* _EXERCISE PROMPT_:
When a line below contains the string "Rincon", show that line.

--- START ---

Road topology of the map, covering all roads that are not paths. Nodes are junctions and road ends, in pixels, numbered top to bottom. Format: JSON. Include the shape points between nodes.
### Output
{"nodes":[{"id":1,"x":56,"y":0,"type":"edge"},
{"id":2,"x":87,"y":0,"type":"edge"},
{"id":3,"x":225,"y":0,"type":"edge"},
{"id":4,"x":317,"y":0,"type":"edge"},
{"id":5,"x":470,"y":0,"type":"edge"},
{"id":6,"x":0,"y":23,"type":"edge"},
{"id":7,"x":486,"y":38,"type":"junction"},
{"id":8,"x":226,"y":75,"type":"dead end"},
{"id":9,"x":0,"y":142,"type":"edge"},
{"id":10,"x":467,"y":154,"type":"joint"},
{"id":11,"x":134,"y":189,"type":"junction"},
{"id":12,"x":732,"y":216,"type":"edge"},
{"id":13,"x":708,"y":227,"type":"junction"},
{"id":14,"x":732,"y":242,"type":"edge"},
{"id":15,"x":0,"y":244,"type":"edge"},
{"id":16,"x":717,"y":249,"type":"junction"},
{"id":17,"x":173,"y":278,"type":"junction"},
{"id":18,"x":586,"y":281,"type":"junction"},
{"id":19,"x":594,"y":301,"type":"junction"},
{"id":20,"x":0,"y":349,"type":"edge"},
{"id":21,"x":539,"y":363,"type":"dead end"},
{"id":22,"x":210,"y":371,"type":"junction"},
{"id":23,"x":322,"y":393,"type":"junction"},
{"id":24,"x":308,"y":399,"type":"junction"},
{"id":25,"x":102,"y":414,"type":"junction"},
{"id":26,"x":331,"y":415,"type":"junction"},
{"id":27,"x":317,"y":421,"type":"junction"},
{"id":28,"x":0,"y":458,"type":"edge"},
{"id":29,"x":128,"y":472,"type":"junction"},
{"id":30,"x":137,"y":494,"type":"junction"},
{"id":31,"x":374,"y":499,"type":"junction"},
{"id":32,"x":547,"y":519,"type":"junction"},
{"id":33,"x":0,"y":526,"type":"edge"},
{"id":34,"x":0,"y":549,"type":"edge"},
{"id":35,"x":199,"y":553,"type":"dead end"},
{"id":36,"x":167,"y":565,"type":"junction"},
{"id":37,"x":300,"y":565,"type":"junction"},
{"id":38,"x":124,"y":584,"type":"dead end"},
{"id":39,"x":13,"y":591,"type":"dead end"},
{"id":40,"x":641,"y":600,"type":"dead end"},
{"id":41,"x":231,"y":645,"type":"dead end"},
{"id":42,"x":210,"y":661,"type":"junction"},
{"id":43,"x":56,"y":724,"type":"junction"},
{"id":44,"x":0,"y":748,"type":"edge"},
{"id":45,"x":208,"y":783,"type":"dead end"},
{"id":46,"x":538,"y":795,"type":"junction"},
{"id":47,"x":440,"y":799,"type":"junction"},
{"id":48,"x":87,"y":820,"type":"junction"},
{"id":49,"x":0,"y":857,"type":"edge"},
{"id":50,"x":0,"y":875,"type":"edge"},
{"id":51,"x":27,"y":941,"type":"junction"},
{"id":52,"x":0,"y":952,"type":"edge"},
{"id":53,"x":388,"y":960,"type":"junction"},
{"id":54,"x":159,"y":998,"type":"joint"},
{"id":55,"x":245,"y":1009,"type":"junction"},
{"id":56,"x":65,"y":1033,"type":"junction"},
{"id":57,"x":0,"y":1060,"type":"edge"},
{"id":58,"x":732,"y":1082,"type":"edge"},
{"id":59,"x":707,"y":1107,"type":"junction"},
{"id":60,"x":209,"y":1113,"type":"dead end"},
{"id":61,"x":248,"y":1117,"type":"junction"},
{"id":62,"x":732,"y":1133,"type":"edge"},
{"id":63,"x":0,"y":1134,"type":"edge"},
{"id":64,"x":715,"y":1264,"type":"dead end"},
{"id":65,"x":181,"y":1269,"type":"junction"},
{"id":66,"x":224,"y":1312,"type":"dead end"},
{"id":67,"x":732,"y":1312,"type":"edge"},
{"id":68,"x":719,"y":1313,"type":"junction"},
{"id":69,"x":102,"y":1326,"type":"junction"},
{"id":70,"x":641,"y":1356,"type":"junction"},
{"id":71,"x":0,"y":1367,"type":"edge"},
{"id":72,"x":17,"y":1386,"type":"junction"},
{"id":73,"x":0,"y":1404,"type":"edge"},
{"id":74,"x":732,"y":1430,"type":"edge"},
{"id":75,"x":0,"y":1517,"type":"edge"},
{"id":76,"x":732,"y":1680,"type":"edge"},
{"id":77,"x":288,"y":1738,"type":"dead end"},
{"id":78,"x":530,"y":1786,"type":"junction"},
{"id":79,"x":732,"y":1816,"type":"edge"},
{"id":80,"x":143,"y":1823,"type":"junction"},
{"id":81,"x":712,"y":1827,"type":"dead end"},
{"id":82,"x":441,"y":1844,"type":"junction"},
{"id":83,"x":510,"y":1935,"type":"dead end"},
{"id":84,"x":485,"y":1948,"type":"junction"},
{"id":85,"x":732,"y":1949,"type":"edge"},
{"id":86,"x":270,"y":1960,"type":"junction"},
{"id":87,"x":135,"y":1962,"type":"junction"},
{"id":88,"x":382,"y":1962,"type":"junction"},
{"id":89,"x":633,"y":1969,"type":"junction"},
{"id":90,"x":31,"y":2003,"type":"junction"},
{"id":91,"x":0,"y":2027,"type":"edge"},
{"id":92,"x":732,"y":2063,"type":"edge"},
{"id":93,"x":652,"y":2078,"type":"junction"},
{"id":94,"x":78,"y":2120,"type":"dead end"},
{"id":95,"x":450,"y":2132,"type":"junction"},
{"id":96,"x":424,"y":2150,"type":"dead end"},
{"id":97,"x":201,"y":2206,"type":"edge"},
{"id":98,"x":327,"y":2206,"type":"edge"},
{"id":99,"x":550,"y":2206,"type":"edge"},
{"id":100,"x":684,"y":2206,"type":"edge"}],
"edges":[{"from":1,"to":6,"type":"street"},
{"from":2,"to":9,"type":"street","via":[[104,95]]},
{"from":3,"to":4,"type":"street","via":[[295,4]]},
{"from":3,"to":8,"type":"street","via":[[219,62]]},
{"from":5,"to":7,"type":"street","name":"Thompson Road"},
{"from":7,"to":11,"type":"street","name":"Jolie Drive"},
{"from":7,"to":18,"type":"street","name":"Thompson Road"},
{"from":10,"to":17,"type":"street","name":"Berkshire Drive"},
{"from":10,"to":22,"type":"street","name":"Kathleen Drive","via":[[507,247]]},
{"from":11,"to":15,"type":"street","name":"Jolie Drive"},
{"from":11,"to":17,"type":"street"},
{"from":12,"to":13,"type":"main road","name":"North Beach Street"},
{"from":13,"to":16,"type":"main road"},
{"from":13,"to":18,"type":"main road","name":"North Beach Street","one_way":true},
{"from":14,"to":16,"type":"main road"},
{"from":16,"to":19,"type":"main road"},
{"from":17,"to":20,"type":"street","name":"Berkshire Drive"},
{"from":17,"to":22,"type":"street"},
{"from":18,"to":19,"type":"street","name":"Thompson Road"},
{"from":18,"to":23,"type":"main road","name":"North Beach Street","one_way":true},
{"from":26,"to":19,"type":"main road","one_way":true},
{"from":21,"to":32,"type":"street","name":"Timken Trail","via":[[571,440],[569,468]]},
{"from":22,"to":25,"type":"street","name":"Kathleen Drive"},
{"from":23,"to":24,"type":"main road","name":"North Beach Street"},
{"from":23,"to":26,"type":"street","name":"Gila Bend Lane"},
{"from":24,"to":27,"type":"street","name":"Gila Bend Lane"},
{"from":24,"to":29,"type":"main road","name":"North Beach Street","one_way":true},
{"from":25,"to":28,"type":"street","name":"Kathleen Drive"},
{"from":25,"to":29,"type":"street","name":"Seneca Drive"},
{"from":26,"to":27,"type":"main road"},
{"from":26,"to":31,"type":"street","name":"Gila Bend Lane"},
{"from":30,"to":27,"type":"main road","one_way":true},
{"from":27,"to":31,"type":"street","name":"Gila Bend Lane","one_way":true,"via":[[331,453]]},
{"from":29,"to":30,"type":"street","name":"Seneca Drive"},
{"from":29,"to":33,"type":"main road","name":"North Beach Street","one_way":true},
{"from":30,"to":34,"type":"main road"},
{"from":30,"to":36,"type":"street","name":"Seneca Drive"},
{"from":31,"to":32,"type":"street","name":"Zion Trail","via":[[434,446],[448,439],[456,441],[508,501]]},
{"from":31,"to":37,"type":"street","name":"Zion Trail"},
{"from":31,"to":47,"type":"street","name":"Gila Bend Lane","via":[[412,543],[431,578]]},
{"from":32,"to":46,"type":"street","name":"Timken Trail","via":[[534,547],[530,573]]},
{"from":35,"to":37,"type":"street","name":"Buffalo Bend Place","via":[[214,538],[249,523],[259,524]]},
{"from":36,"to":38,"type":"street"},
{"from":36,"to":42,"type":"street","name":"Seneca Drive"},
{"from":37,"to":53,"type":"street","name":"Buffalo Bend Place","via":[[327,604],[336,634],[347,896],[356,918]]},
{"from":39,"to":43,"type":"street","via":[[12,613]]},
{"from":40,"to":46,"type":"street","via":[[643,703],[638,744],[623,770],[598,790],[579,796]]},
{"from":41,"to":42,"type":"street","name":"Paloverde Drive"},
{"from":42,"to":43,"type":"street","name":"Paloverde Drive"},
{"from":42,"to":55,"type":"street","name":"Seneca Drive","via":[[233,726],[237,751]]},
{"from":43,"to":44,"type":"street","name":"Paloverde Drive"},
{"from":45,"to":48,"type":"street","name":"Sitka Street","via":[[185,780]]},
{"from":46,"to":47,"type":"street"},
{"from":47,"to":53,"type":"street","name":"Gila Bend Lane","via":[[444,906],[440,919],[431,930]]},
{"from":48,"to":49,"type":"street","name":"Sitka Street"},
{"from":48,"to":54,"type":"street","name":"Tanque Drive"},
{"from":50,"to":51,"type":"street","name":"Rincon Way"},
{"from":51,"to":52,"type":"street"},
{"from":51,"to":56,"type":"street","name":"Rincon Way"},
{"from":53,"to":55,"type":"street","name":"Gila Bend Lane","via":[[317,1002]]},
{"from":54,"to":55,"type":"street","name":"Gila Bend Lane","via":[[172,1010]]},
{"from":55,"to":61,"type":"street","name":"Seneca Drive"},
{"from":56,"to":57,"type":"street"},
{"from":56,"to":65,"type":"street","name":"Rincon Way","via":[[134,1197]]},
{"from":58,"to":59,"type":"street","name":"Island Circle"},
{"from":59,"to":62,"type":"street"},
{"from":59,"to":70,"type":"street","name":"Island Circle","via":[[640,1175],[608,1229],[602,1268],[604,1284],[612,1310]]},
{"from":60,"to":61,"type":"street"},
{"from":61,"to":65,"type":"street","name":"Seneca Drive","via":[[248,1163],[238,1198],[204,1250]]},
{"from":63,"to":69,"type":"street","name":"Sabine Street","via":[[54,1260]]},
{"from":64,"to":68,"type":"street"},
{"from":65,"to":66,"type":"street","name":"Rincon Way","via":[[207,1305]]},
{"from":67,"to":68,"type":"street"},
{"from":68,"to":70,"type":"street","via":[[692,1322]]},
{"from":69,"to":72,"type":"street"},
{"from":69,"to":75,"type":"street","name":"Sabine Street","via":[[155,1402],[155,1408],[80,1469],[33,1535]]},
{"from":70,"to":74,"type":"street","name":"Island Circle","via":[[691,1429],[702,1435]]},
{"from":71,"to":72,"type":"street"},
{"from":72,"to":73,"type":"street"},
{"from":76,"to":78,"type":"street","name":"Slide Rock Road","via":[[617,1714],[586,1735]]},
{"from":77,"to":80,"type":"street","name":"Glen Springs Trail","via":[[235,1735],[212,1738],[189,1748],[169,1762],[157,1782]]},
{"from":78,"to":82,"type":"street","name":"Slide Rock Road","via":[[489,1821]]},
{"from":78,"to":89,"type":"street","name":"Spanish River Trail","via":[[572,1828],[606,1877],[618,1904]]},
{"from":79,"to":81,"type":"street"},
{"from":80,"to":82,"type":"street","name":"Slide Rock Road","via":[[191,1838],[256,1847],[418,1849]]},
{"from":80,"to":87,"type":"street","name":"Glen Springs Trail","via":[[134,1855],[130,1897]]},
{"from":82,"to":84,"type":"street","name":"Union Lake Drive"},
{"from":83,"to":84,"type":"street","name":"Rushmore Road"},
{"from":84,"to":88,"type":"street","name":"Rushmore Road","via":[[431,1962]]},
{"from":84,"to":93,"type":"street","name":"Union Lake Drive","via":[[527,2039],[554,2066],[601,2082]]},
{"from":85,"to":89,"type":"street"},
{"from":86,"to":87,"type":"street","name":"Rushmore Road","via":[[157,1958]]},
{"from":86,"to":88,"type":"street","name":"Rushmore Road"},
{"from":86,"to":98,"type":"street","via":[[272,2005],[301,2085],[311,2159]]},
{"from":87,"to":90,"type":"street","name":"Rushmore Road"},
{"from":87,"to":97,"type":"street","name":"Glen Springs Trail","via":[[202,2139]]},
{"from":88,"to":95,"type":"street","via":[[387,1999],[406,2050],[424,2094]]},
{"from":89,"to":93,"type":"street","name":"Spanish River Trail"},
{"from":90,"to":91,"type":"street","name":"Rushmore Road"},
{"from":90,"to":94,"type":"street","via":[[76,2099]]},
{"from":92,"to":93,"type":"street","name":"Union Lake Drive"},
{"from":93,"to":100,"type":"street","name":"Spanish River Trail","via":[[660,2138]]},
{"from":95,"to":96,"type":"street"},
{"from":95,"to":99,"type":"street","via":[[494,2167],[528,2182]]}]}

--- END ---

* _EXERCISE RESULT_:
{"from":50,"to":51,"type":"street","name":"Rincon Way"},
{"from":51,"to":56,"type":"street","name":"Rincon Way"},
{"from":56,"to":65,"type":"street","name":"Rincon Way","via":[[134,1197]]},
{"from":65,"to":66,"type":"street","name":"Rincon Way","via":[[207,1305]]},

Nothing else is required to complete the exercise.